Настёна тихо засмеялась, блеснув глазами в темноте, высвеченной лишь бледным серебром месяца.
- Ты пошто смеёшься-то? – спросил Степан.
- Дык, знаю уж тебя, неугомонного! – улыбаясь, ответила Настя. – Татарву погоните, так ты себе иного ворога сыщешь! Ить не будешь ты никогда у бабьего подола сиднем сидеть! А мне, видать, Господом уготовано всю жизнь тебя ожидать с полей сражений всяких… Только ты не думай, Стёпушко! Я готова к энтому! Понесу свой крест, сколь Бог дасть!
- Да я и не сумлеваюсь, милая! Знаю, что верной супругой будешь и матерью доброй дитям нашим!
- Вот и верно, что не сумлеваешься, - тихо сказала Настёна и... нашла губами его уста жёсткие…
С рассветом Степан построил войско на широком майдане, в который обратилась малая некогда поляна пред срубом отшельничьим.
- Что, соколы, отдохнули от трудов ратных? – громко спросил он. – Теперя ждём гонца от сакмагонов, оставшихся войско ордынцев стеречь, и выходим! Потому, всем готовыми быть! Оружие, брони в порядок привесть, сбрую конскую проверить, припасы собрать в дорогу! Всё, братцы, разойдись!
Кметы, у многих из которых в скиту были семьи, разошлись, довольные тем, что есть ещё время для общения с родными.

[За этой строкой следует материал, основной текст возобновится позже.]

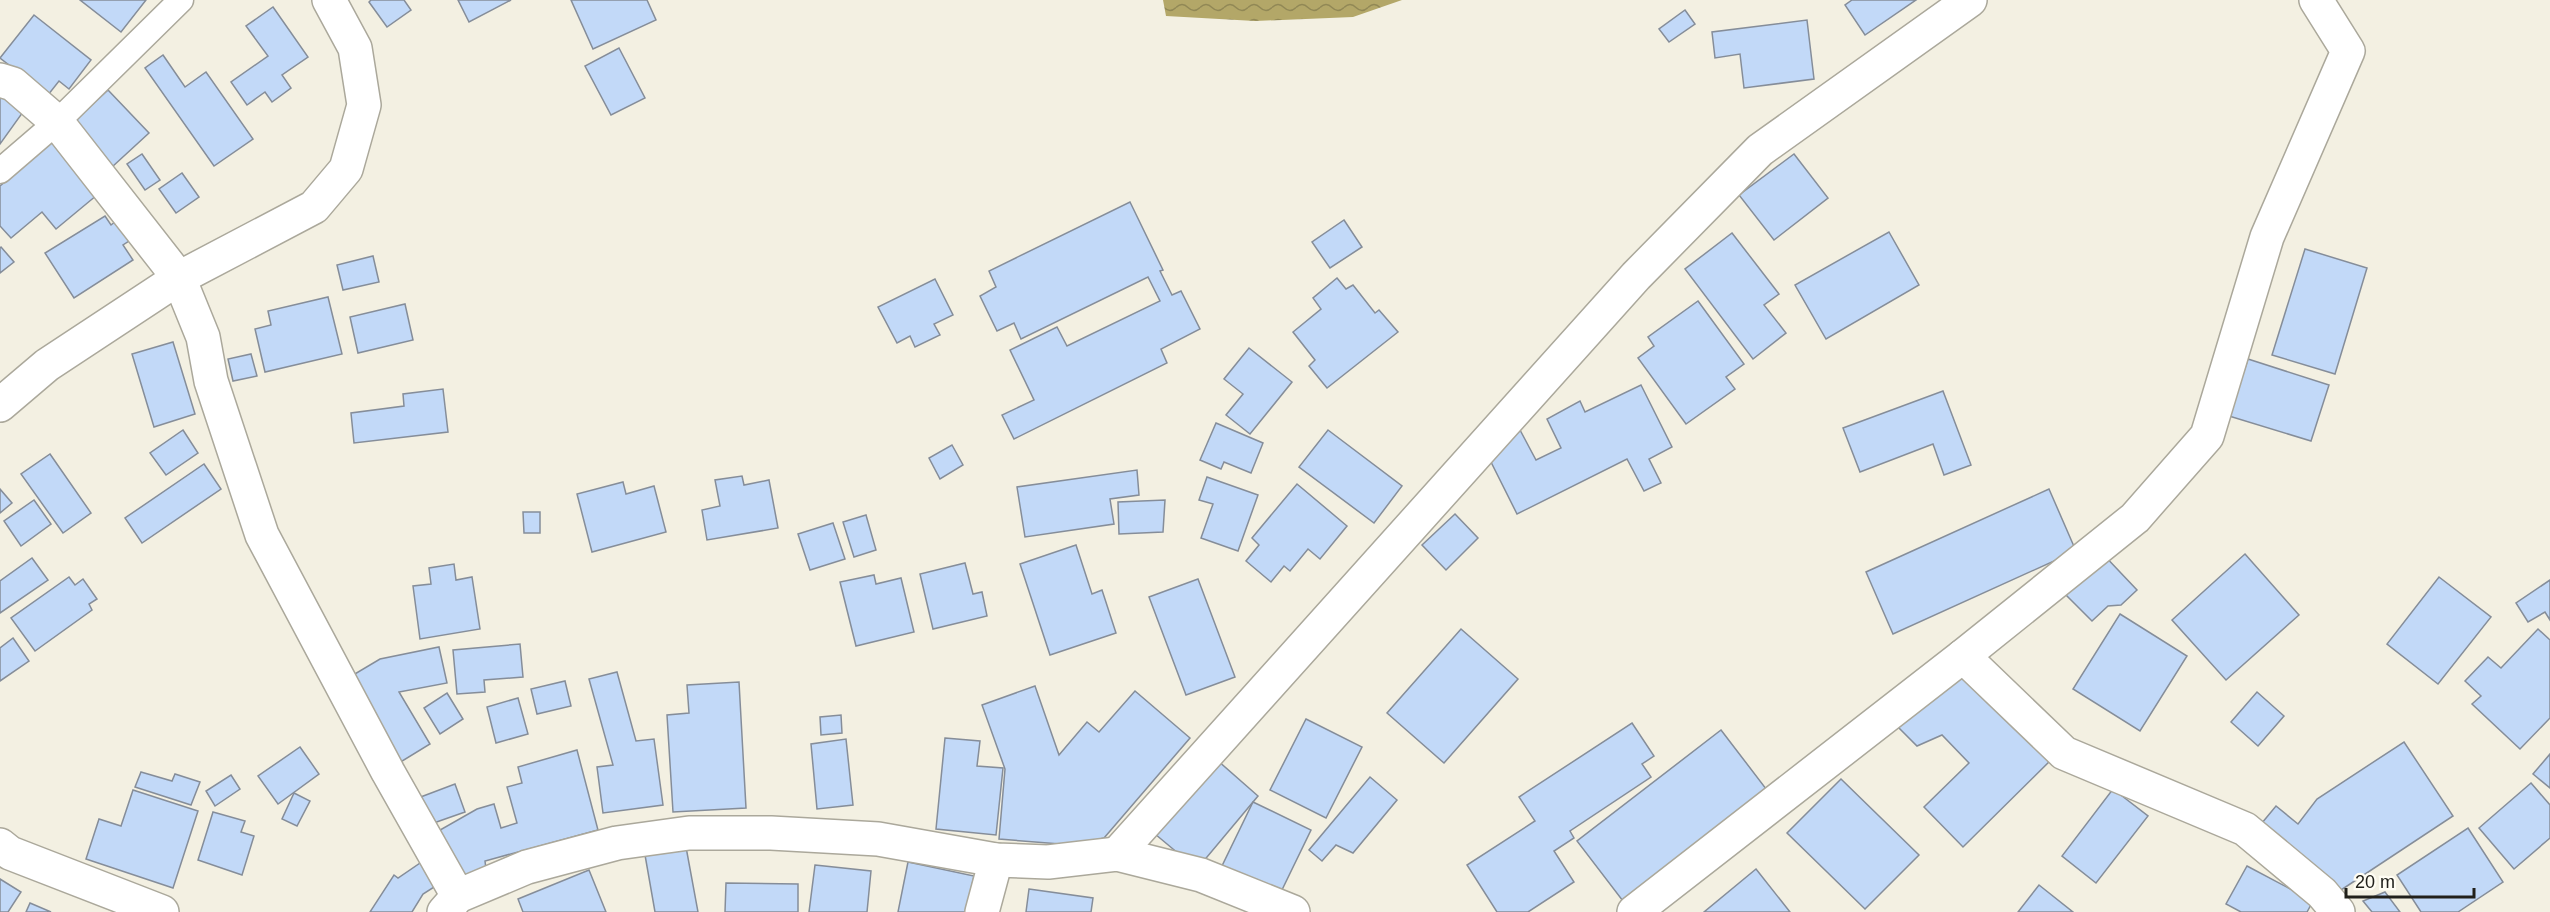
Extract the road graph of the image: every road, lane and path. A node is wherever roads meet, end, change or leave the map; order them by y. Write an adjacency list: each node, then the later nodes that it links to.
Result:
1 (181, 0): 6 (lane)
2 (329, 0): 8 (street)
3 (1970, 0): 12 (street)
4 (2316, 0): 10 (street)
5 (0, 80): 6 (street)
6 (57, 122): 7 (lane); 8 (street)
7 (0, 171)
8 (179, 278): 9 (street); 14 (street)
9 (0, 405)
10 (1963, 656): 18 (street); 19 (street)
11 (0, 844): 15 (street)
12 (1117, 854): 13 (street); 17 (street)
13 (996, 860): 14 (street); 16 (street)
14 (451, 904)
15 (162, 912)
16 (982, 912)
17 (1293, 912)
18 (1634, 912)
19 (2338, 912)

Солнце уж высоко стояло в бирюзе небес, когда прибыл гонец, с коим Степан сразу ушёл под навес, кликнув боярина Ондрея и мурзу Хасана.
- Татары встали станом под Серпуховом! – доложил гонец, хлебнув молока из кринки. – Сотни их рыщут по округе, жгуть всё, людей в полон сбирають да бьють немеренно. Два полона мы ослобонили. Мужиков крепких оставили, оружие дав, а стариков, баб да ребятню сюды отправили.

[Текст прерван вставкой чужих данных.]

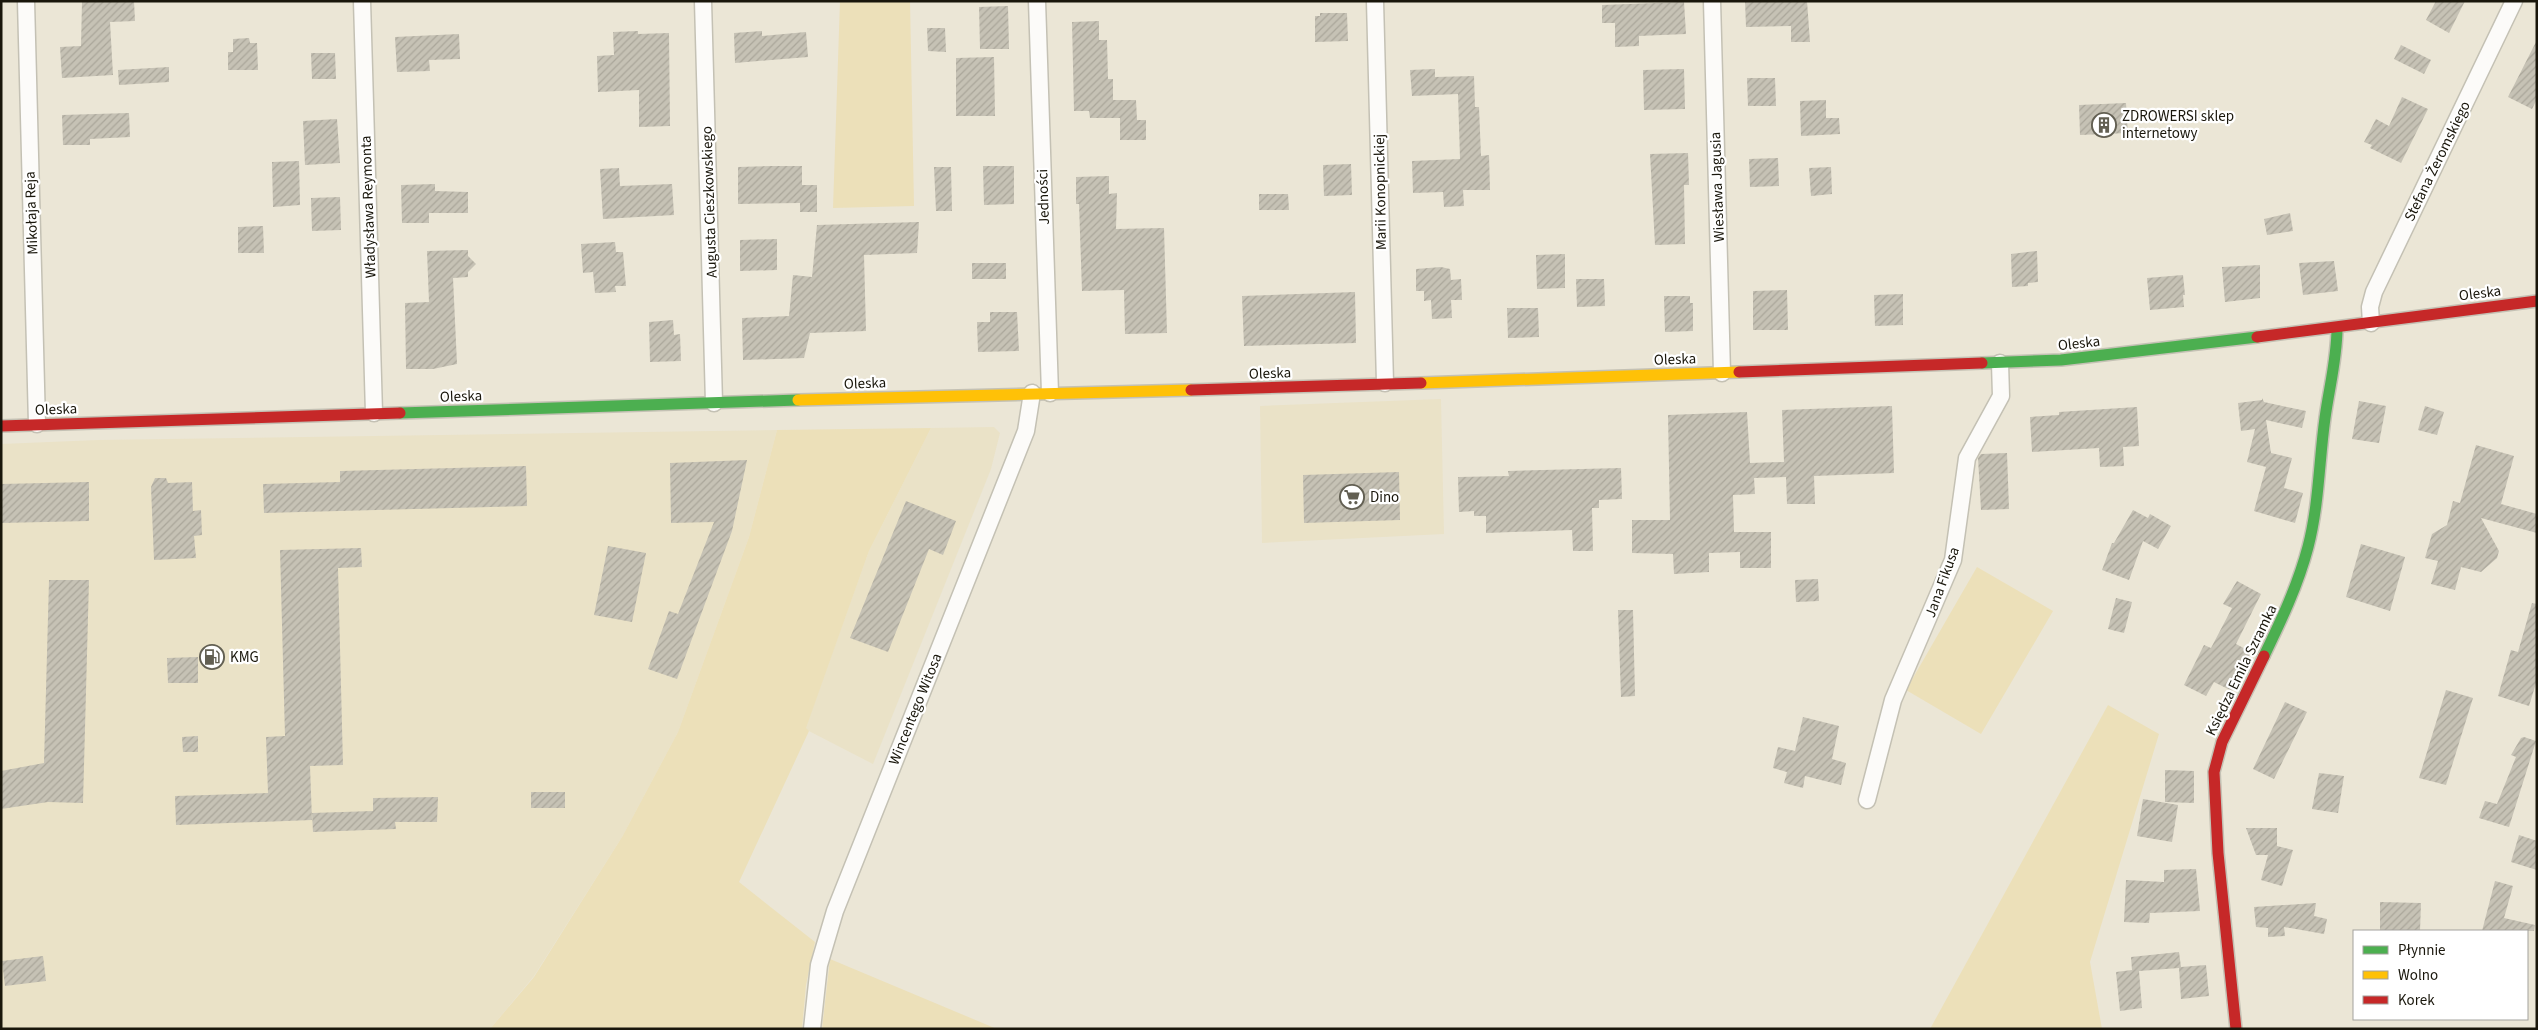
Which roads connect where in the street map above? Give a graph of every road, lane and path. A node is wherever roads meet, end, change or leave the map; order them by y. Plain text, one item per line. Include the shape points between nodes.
1 (26, 1) edge
2 (362, 1) edge
3 (703, 1) edge
4 (1037, 1) edge
5 (1375, 1) edge
6 (1712, 1) edge
7 (2514, 1) edge
8 (2537, 301) edge
9 (2371, 323) junction
10 (2337, 328) junction
11 (2000, 363) junction
12 (1722, 373) junction
13 (1385, 383) junction
14 (1032, 393) junction
15 (1050, 393) junction
16 (714, 403) junction
17 (374, 414) junction
18 (37, 424) junction
19 (1, 426) edge
20 (1867, 800) dead end
21 (812, 1029) edge
22 (2236, 1029) edge

1 - 18 street, Mikołaja Reja
2 - 17 street, Władysława Reymonta
3 - 16 street, Augusta Cieszkowskiego
4 - 15 street, Jedności
5 - 13 street, Marii Konopnickiej
6 - 12 street, Wiesława Jagusia
7 - 9 street, Stefana Żeromskiego via 2374,292 2370,306
8 - 9 street, Oleska
9 - 10 street, Oleska
10 - 11 street, Oleska via 2071,359
10 - 22 street, Księdza Emila Szramka via 2337,350 2308,547 2287,609 2222,742 2214,772 2218,852
11 - 12 street, Oleska
11 - 20 street, Jana Fikusa via 2001,396 1968,458 1953,560 1893,700
12 - 13 street, Oleska
13 - 15 street, Oleska
14 - 15 street, Oleska
14 - 16 street, Oleska
14 - 21 street, Wincentego Witosa via 1026,431 835,911 819,965
16 - 17 street, Oleska
17 - 18 street, Oleska
18 - 19 street, Oleska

- Эт вы верно поступили! – сказал Степан. – Где сыскать вас? Мы выступаем не медля! А ты останешься здеся, Микула, отдохни день и ночь с дороги, а взавтра к войску прибудешь!
- Мы в лесу стоим. У места, где река Серпейка в Нару впадает. Там сакмагонов сыщете. А только и мне отдых не нужон! Семью мою всю татары извели, что мне здеся прохлаждаться?! Дозволь, воевода, с вами идти!